Aretha Franklin was awarded a posthumous Pulitzer Prize for her “indelible contribution to American music and culture for more than five decades”.
The Pulitzer Prize winners were announced on Monday [[15 April) for their achievements in journalism and the arts at large during a ceremony livestreamed from Columbia University.
While this year’s music award was given to the contemporary opera prism, by sound artist Ellen Reid and first-time opera librettist Roxie Perkins, Franklin was honoured with a special citation for her remarkable contribution to music.
Franklin’s accolade marks one of the first “special citations” from the prize committee since 2010, when Hank Williams was posthumously awarded.
While the music category has traditionally gone to jazz and operatic compositions, the awards made headlines last year after Kendrick Lamar made history for becoming the first non-jazz or classical artist to win a Pulitzer for his pioneering hip-hop album, DAMN.
Previous honourees of the special citation have included Bob Dylan, John Coltrane, Duke Ellington, Thelonious Monk, George Gershwin and songwriting duo Rodgers & Hammerstein.

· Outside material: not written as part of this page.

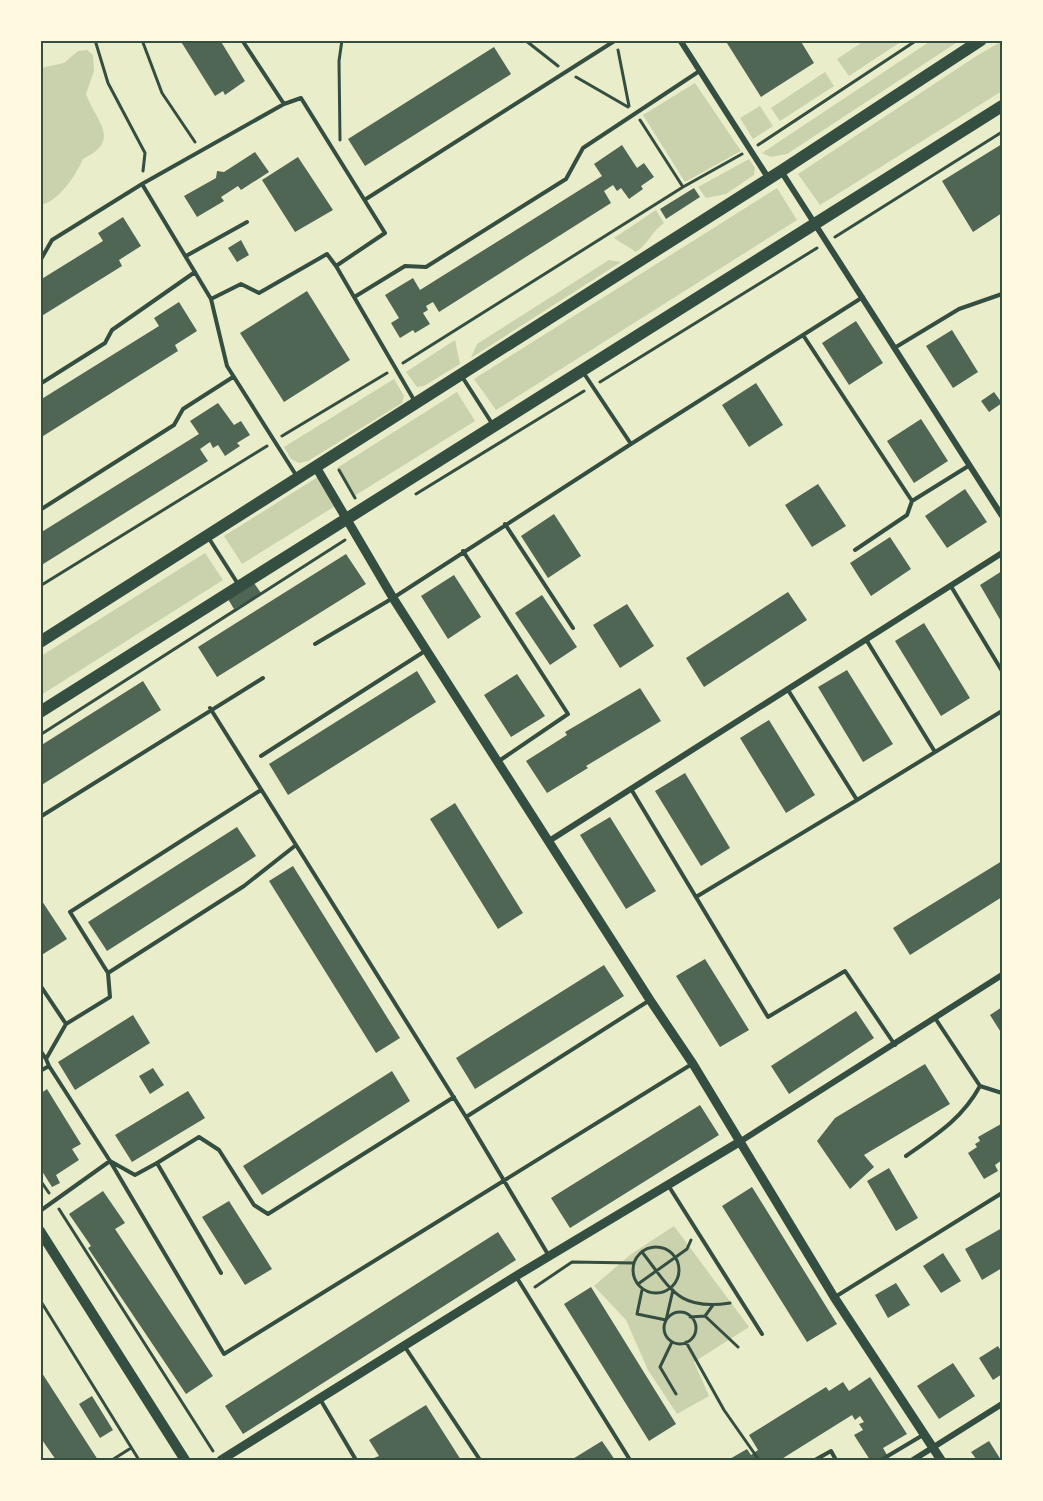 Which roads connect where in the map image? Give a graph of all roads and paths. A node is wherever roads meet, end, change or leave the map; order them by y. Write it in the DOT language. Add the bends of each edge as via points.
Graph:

Franklin is also the first individual woman to earn a special citation prize since the honour was first awarded in 1930.
The late soul icon died last summer on 16 August from pancreatic cancer at age 76. Since then, her life became the subject of a new documentary, Amazing Grace, that’s currently in theatres and a new reissue of her earliest recordings, titled Songs Of Faith: Aretha Gospel, that features live performances of the 14-year-old gospel singer.
Each year, the prize administrators receive upwards of 2,500 entries submitted for their consideration and over 100 judges comb through submissions to submit to the final board.
The categories focus mainly on journalism, highlighting the best feature writing, investigative and news reporting, commentary, criticism as well as photography, fiction, drama, poetry and music, among others.